Researchers from Texas Christian University (TCU) and Lamar University are using two computational approaches to tackle a challenge at the interface of medicine and materials science: the chemistry behind near-infrared emission in biocompatible graphene quantum dots (GQD).
Their project was inspired by the work of Anton Naumov, a physicist at TCU, who has been developing graphene quantum dots that chemically absorb and emit near-infrared light. Skin and bones are transparent in this light, giving these devices many possible applications in detecting and treating disease. However, it is unclear exactly how and why the dots behave as they do.
“Stable and bright near-infrared fluorescence is a special property, and there are still important questions about why these graphene quantum dots can do it,” said Dr. Janesko, TCU professor and chemistry department chair. “It can be very challenging to make sense of the chemistry of these relatively large and disordered structures.”
The project integrates AI-driven uncertainty quantification in “cyber twins,” leveraging Masud Rana’s research, with Dr. Janesko’s atomistic simulation of chemical structure-property relationships. It uses computer simulations to help predict the chemical details of how and why these nanomaterials emit near-infrared light.
“The goal is to give our experimental colleagues a place to start in tuning the properties of their quantum dots,” Dr. Janesko said.
His team began by searching the literature to identify graphene-type structures previously made by other researchers capable of absorbing and emitting near-infrared light. They found 17 chemical structures for Dr. Rana’s group to use as a basis for their work.
The Lamar team designed a three-step process with AI machine learning to develop ensembles of chemically realistic GQD chromophore structures (the part of a molecule that absorbs and reflects specific light wavelengths). These structures are predicted to reproduce the size, composition, infrared absorption, and near-infrared absorption and emission of real graphene quantum dot samples.
“We are very close to our goal of creating 10,000 structurally diverse and chemically reasonable candidate structures, and hopefully even more by the end of the pilot project,” said Dr. Rana, Lamar University Assistant Professor of Computer Science.
“We have been working closely together with weekly team calls and periodic virtual meetings. We are starting to develop hypotheses as to why these systems perform as they do,” Dr. Janesko added. “Once we wrap up this work, we plan to share our AI-driven simulations Dr. Naumov and work with his team to design experiments to test our hypotheses. Ultimately, we hope to help design new ways to turn these quantum dots into clinically useful tools.”

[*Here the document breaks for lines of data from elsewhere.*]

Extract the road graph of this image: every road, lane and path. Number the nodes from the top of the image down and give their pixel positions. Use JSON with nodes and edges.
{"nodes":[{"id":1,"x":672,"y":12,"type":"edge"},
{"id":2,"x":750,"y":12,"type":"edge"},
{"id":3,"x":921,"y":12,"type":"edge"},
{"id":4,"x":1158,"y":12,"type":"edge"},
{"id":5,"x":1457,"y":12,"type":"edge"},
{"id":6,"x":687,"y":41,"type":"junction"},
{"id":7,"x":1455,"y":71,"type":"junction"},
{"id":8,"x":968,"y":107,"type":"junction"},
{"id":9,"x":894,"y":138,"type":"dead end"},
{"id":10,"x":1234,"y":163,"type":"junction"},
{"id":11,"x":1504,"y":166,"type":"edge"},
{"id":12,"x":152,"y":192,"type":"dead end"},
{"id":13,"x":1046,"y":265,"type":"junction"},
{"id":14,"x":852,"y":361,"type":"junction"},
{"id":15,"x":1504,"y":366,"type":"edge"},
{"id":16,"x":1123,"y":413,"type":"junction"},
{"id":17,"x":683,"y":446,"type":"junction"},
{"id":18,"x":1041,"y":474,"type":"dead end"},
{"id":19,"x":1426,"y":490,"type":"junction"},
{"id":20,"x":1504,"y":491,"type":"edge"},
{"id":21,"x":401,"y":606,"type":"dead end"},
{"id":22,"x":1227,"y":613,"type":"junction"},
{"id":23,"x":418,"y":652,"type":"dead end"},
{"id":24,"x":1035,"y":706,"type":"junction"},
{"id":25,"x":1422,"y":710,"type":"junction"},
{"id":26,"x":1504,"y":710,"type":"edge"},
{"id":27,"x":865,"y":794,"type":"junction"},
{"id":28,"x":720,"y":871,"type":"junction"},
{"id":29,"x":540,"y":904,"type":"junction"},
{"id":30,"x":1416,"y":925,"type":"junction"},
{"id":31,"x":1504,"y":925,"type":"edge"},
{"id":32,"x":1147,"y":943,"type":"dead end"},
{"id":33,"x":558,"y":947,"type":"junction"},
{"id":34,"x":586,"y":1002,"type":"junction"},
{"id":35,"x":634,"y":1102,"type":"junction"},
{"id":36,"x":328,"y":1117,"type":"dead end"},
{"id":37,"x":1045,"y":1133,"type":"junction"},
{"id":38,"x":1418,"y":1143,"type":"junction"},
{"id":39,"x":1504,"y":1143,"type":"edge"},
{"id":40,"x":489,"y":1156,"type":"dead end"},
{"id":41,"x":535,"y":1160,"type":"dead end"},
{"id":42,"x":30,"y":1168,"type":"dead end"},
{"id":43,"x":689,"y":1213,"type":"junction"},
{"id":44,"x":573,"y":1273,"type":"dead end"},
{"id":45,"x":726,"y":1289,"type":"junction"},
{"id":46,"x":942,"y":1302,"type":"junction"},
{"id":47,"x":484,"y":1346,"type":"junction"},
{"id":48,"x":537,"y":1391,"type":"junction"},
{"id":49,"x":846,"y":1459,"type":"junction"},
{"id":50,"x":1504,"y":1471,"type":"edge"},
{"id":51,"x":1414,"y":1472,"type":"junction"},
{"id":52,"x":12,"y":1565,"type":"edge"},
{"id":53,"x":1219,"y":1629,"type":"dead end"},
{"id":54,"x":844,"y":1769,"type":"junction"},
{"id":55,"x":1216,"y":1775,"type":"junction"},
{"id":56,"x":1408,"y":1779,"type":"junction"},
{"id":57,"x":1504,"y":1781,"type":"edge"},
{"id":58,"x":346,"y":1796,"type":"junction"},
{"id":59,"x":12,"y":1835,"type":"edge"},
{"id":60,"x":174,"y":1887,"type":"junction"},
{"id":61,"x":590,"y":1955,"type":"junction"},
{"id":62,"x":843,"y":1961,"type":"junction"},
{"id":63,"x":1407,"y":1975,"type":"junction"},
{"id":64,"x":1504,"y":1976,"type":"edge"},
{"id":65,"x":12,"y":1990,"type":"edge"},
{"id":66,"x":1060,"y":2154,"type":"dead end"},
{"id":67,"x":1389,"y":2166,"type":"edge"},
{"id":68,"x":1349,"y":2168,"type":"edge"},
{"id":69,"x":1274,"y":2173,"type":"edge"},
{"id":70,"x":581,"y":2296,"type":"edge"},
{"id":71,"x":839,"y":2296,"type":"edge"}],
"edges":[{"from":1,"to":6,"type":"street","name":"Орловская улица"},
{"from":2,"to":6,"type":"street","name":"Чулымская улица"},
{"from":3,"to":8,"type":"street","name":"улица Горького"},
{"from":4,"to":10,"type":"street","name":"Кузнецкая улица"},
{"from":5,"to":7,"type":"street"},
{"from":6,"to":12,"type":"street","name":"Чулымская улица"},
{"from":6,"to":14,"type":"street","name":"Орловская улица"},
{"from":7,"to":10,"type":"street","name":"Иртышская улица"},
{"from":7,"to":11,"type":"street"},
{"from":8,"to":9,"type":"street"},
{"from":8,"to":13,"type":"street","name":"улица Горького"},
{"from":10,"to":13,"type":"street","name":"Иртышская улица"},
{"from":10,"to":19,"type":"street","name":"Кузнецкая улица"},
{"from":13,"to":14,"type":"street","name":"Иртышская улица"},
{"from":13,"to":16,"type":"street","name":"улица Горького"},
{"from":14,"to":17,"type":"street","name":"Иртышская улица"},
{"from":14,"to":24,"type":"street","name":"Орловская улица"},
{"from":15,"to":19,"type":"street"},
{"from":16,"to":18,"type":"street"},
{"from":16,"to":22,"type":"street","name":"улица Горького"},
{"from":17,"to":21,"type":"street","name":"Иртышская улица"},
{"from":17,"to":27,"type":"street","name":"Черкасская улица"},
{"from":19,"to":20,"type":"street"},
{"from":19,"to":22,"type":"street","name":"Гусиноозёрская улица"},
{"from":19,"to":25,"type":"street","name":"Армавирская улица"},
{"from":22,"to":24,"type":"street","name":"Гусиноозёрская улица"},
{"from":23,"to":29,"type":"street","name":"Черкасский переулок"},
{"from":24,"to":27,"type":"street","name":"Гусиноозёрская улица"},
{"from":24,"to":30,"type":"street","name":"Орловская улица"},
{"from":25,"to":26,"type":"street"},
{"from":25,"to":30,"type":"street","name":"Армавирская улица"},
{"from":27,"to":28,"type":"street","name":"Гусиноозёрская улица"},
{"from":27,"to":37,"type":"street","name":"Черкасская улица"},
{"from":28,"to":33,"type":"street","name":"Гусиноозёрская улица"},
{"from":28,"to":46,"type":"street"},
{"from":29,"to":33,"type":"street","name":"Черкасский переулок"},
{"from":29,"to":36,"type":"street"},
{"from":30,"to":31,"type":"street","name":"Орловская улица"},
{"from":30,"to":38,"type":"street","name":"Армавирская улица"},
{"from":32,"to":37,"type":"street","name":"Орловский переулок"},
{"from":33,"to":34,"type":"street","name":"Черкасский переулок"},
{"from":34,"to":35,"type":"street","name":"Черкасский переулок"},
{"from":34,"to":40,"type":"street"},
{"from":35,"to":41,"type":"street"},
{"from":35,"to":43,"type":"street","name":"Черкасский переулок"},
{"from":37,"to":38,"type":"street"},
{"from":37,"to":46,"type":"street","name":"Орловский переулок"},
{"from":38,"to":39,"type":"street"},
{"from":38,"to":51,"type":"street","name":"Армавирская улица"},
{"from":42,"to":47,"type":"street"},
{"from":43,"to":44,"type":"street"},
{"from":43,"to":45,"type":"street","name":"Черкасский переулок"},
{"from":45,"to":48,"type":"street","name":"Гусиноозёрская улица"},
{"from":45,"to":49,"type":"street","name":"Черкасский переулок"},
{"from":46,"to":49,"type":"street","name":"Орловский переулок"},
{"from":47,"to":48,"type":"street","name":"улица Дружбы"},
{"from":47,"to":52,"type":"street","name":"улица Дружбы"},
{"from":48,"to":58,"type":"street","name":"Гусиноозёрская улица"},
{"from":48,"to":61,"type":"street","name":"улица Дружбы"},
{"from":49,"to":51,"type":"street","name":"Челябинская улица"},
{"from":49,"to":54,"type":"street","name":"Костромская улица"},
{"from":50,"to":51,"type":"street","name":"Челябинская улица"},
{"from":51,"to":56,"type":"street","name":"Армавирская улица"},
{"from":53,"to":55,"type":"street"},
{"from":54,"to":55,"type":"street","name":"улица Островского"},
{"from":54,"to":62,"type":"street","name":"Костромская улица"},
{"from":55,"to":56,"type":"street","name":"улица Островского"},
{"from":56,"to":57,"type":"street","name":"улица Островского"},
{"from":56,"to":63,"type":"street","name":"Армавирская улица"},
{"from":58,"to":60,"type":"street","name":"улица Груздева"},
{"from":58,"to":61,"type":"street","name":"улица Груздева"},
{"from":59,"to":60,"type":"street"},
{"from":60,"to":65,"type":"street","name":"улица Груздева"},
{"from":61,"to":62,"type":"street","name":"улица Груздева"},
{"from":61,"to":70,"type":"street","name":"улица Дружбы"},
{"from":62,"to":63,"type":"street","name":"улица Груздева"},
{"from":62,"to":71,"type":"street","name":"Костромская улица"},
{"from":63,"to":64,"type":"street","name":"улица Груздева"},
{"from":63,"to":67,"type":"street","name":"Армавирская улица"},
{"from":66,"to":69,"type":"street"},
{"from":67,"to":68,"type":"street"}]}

The approach also can have broader applications, Dr. Rana reported. For example, he is using AI machine learning to analyze other systems, with another of his team hoping to improve methods for biomedical applications such as diagnosing lung cancer. A potential joint future project between the two WelchX researchers will involve graphene quantum dots’ use in energy applications such as batteries.
“The WelchX experience was so special,” said Dr. Rana. “Dr. Benjamin and I started comparing notes early on at the WelchX retreat as we are both in computation, although in very difference disciplines. Together, we are able to expand the impact of our work.”
“WelchX is catalyzing new kinds of interdisciplinary research across Texas,” Dr. Janesko said. “Our research program here at TCU was built with Welch support. Welch continues to help these programs grow by catalyzing cross-disciplinary and cross-institutional collaborations.”